Exercise instructions: Only lines that contain the word "Hall" are to be returned from the data below.

Material shown:

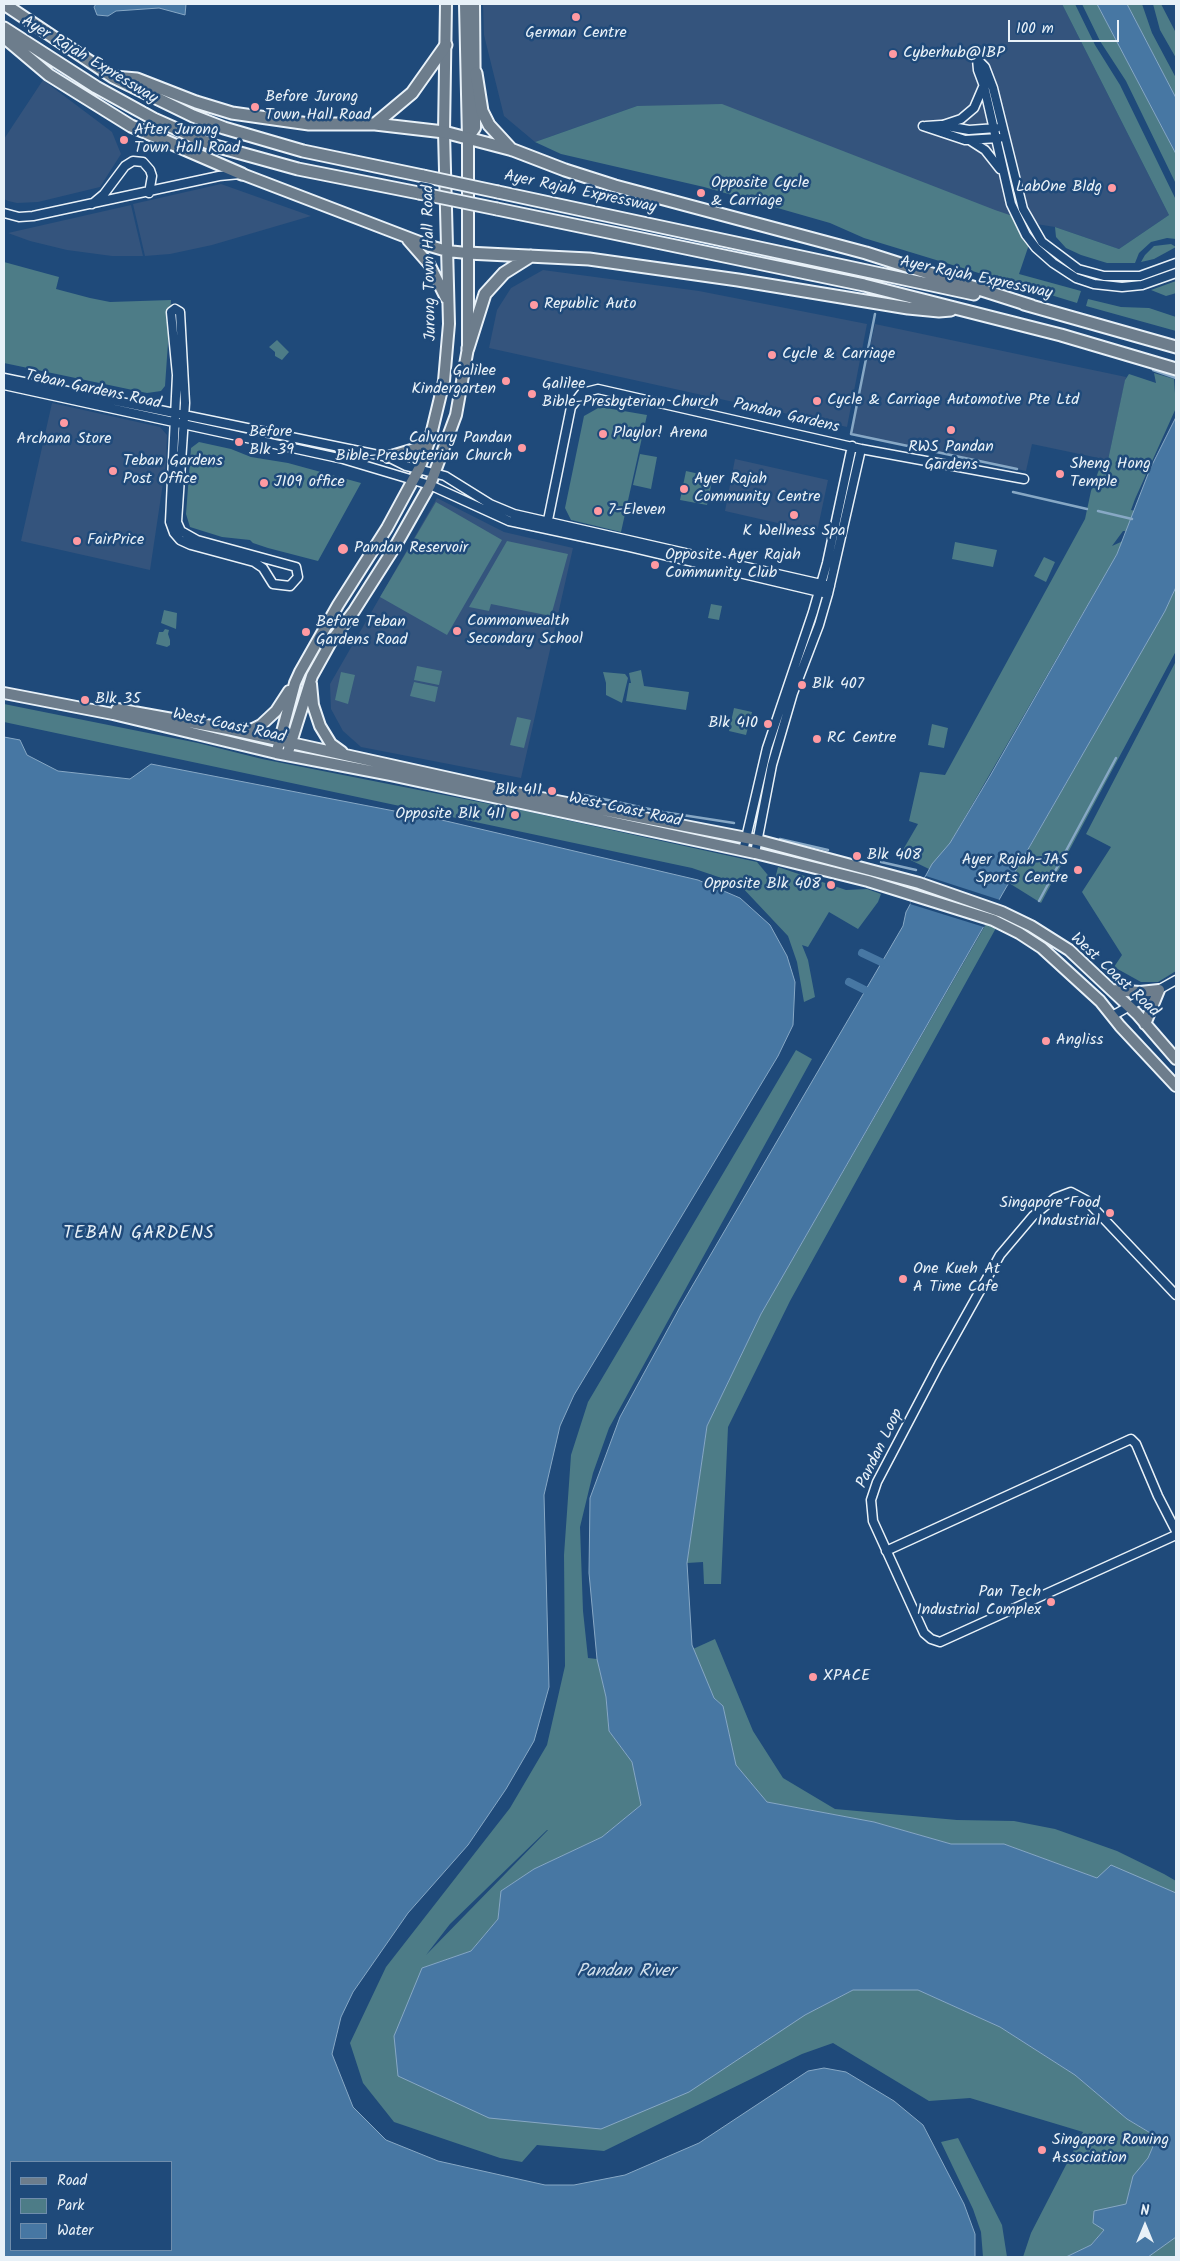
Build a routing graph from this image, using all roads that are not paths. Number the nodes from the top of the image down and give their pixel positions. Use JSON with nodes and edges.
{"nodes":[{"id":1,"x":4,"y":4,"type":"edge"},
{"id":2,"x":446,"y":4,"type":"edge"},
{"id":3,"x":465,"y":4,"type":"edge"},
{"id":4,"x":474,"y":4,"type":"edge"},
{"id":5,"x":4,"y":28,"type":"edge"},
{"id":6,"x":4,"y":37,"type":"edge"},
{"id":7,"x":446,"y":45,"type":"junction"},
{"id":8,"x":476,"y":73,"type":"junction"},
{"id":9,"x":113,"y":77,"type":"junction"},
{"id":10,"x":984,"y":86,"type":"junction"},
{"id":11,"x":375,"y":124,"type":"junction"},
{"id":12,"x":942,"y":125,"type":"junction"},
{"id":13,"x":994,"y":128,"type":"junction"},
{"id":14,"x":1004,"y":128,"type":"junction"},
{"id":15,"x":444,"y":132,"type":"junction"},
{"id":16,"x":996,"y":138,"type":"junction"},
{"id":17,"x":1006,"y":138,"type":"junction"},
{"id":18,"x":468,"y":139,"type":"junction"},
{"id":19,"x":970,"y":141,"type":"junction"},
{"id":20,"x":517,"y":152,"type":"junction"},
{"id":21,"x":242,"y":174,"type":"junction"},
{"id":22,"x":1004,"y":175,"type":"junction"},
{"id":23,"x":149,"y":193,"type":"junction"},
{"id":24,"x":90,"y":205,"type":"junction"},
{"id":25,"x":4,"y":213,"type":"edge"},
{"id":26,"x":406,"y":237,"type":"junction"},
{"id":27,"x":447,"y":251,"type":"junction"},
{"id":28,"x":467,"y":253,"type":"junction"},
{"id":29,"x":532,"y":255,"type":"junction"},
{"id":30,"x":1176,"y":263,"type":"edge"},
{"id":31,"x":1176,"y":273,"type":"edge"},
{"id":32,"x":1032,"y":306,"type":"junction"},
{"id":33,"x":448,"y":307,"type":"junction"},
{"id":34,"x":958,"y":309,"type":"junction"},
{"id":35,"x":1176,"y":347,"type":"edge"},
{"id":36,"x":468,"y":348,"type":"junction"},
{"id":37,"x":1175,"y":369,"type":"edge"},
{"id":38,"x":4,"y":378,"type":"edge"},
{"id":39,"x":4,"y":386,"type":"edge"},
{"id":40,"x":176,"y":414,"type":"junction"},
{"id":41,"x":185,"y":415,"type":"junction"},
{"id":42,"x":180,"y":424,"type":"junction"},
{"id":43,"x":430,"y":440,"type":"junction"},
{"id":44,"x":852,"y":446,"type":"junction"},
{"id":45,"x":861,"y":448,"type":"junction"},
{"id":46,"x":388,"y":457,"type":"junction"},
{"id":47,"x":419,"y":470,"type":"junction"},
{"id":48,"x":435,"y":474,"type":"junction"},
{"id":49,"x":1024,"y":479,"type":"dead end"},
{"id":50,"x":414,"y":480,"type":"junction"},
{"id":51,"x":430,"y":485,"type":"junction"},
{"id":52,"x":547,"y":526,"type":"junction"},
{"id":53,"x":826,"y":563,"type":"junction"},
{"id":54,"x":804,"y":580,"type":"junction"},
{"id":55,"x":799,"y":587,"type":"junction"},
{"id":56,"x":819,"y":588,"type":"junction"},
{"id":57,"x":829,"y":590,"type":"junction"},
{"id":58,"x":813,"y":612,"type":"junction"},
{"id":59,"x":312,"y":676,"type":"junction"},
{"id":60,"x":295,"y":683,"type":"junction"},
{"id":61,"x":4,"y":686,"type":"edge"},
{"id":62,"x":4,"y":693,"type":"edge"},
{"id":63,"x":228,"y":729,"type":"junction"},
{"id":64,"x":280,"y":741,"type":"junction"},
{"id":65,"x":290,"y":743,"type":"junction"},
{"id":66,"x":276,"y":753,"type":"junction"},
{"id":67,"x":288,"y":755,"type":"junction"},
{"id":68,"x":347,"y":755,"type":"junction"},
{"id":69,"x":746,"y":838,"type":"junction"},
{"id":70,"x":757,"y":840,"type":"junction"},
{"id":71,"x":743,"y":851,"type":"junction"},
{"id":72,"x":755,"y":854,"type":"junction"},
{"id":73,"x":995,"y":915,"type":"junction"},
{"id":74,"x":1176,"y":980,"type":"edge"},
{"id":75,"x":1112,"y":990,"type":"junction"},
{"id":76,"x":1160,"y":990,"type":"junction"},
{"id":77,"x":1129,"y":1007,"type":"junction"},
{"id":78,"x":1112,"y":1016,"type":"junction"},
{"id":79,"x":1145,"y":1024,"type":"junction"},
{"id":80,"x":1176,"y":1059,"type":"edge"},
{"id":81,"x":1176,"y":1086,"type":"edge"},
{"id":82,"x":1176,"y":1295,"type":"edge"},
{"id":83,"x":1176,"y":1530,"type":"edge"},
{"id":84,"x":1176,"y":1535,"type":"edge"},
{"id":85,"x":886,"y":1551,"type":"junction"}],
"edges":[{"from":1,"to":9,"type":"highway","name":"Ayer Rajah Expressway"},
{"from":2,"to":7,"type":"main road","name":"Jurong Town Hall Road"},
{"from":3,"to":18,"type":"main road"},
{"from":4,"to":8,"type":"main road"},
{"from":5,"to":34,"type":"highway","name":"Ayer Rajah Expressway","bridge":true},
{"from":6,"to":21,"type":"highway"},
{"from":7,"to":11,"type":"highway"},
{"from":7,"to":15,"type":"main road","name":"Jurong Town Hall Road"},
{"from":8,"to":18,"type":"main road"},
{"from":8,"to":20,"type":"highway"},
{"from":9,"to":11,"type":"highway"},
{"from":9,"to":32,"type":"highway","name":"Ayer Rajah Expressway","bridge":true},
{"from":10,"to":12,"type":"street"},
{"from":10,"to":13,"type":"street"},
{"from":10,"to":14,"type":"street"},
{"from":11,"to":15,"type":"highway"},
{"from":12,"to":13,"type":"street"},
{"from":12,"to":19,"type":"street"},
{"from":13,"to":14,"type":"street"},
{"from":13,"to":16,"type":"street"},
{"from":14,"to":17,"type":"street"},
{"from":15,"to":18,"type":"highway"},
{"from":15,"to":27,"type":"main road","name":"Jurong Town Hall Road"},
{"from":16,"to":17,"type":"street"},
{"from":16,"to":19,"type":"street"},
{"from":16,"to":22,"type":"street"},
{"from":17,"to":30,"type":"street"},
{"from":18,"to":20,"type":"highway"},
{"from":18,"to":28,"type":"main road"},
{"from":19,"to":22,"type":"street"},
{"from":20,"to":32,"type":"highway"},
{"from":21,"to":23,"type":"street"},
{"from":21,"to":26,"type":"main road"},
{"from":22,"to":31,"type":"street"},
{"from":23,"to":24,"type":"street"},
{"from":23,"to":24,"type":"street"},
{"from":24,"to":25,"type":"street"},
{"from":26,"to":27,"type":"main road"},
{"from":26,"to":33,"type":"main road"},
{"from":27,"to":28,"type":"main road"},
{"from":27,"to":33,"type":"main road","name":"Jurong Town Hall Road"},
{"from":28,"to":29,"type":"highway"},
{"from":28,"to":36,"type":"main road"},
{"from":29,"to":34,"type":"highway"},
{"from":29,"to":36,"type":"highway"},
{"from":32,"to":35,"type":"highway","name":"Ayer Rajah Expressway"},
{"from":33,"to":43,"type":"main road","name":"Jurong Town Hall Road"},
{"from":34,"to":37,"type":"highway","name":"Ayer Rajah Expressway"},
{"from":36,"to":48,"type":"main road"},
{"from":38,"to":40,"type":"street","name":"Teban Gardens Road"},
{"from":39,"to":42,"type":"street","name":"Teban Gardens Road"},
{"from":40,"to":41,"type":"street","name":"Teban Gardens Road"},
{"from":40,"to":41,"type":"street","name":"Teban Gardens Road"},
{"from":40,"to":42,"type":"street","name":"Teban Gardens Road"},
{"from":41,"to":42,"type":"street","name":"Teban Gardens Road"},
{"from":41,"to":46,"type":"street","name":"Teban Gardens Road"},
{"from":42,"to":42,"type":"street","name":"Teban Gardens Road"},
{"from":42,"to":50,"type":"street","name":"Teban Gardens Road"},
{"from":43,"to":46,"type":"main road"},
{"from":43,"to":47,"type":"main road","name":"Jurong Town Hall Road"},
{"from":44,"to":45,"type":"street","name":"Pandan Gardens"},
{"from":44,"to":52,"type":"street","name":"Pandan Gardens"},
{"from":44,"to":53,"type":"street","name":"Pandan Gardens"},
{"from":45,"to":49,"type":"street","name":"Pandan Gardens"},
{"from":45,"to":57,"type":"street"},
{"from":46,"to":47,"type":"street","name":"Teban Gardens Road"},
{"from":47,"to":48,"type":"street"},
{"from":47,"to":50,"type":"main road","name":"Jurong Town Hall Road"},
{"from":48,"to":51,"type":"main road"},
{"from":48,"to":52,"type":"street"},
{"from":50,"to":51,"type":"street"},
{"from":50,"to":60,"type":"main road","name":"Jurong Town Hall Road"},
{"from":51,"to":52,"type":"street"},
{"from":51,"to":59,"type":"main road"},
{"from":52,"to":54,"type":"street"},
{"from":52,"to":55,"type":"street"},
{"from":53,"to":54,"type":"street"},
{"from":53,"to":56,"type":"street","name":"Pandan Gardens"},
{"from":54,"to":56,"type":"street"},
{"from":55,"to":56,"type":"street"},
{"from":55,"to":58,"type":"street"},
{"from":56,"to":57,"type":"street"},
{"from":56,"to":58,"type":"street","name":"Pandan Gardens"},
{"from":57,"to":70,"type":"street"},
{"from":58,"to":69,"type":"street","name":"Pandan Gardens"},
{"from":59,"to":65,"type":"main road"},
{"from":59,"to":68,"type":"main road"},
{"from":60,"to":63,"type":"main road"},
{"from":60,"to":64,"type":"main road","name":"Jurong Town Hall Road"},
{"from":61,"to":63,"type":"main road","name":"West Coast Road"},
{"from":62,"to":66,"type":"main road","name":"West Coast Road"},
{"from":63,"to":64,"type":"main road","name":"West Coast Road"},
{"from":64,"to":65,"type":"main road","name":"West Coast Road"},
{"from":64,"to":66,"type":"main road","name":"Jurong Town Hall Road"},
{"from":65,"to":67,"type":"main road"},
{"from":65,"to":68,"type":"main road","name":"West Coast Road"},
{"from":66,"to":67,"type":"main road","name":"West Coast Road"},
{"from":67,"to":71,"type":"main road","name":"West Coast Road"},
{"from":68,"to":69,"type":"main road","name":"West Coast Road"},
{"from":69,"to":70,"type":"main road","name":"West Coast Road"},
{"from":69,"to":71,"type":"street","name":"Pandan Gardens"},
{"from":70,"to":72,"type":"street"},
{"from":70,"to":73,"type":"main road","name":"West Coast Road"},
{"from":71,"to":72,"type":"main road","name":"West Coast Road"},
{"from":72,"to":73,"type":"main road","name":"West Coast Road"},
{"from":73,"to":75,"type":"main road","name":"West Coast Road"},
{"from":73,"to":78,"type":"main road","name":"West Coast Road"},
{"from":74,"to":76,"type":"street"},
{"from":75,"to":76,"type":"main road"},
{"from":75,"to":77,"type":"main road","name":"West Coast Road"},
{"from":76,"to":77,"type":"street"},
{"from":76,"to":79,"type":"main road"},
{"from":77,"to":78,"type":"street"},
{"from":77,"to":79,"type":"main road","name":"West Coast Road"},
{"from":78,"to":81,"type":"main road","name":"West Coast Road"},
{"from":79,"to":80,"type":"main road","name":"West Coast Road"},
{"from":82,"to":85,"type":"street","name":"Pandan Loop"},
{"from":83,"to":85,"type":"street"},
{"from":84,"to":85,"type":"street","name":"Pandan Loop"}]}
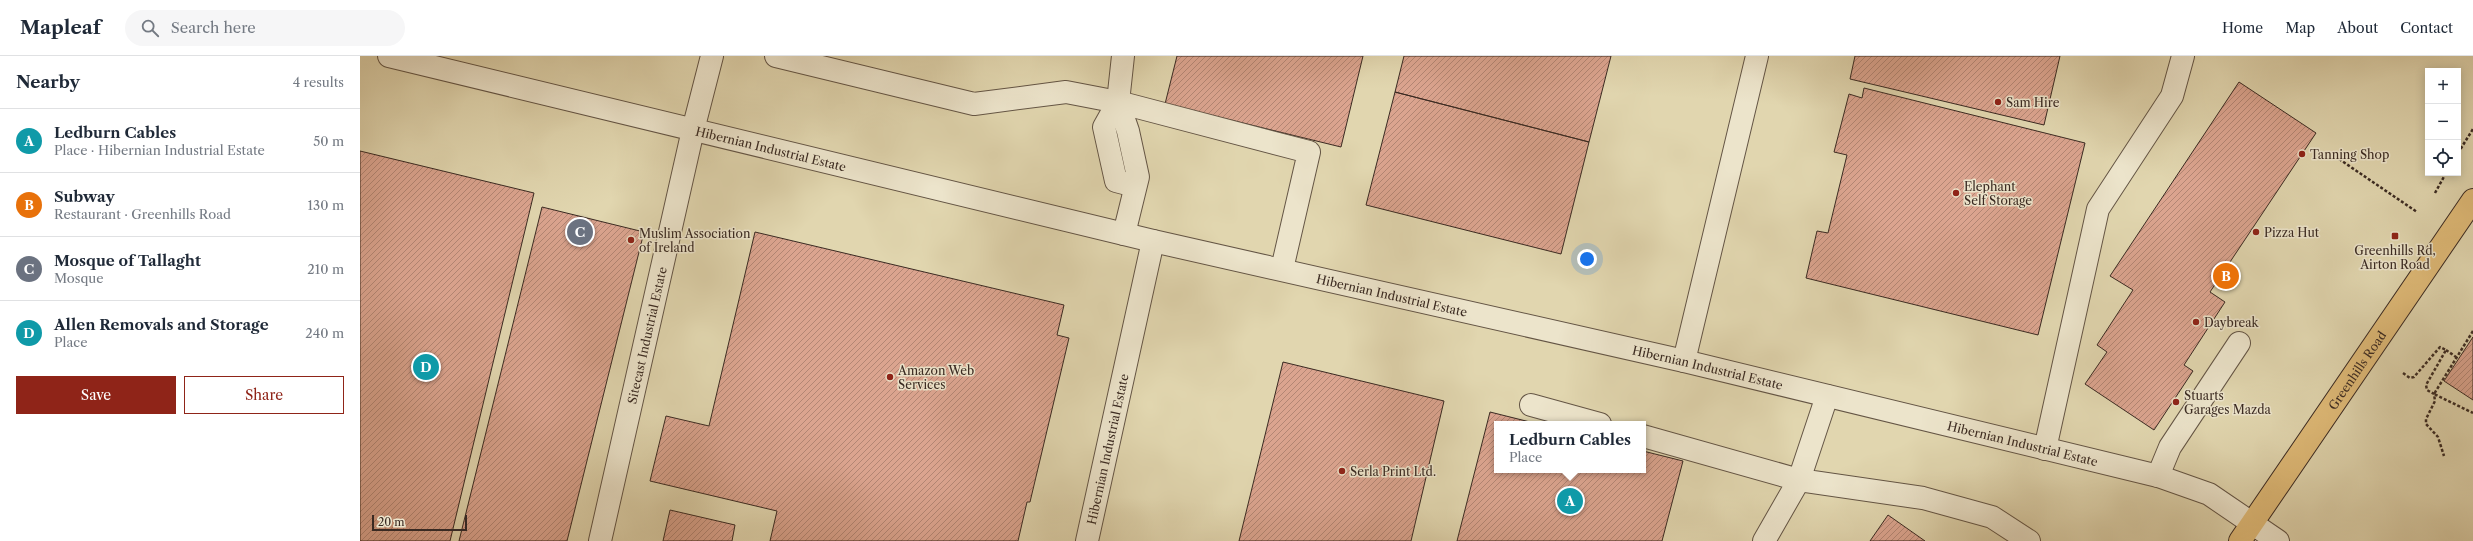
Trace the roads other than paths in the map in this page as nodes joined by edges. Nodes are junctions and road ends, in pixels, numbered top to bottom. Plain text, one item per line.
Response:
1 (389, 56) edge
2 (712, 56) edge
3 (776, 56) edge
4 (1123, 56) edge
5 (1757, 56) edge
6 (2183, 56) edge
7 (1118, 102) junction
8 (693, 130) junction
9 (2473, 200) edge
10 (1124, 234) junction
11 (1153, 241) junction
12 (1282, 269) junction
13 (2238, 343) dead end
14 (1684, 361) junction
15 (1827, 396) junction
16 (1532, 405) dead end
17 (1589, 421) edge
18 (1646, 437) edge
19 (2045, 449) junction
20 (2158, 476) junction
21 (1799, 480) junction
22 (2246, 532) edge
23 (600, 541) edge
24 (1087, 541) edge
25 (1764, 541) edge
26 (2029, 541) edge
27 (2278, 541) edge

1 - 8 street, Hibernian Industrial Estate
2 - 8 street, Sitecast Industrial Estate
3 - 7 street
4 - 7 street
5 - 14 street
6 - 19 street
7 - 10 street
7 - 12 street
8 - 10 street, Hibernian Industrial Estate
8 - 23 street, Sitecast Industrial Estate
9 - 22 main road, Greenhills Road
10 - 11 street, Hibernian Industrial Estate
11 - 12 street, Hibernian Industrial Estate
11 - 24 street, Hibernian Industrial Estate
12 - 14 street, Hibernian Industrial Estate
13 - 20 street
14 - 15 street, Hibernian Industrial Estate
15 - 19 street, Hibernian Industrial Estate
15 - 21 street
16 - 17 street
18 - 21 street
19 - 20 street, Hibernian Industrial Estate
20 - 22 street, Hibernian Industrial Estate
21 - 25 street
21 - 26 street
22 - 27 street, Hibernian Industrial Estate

Response for this exercise:
{"from":2,"to":7,"type":"main road","name":"Jurong Town Hall Road"},
{"from":7,"to":15,"type":"main road","name":"Jurong Town Hall Road"},
{"from":15,"to":27,"type":"main road","name":"Jurong Town Hall Road"},
{"from":27,"to":33,"type":"main road","name":"Jurong Town Hall Road"},
{"from":33,"to":43,"type":"main road","name":"Jurong Town Hall Road"},
{"from":43,"to":47,"type":"main road","name":"Jurong Town Hall Road"},
{"from":47,"to":50,"type":"main road","name":"Jurong Town Hall Road"},
{"from":50,"to":60,"type":"main road","name":"Jurong Town Hall Road"},
{"from":60,"to":64,"type":"main road","name":"Jurong Town Hall Road"},
{"from":64,"to":66,"type":"main road","name":"Jurong Town Hall Road"},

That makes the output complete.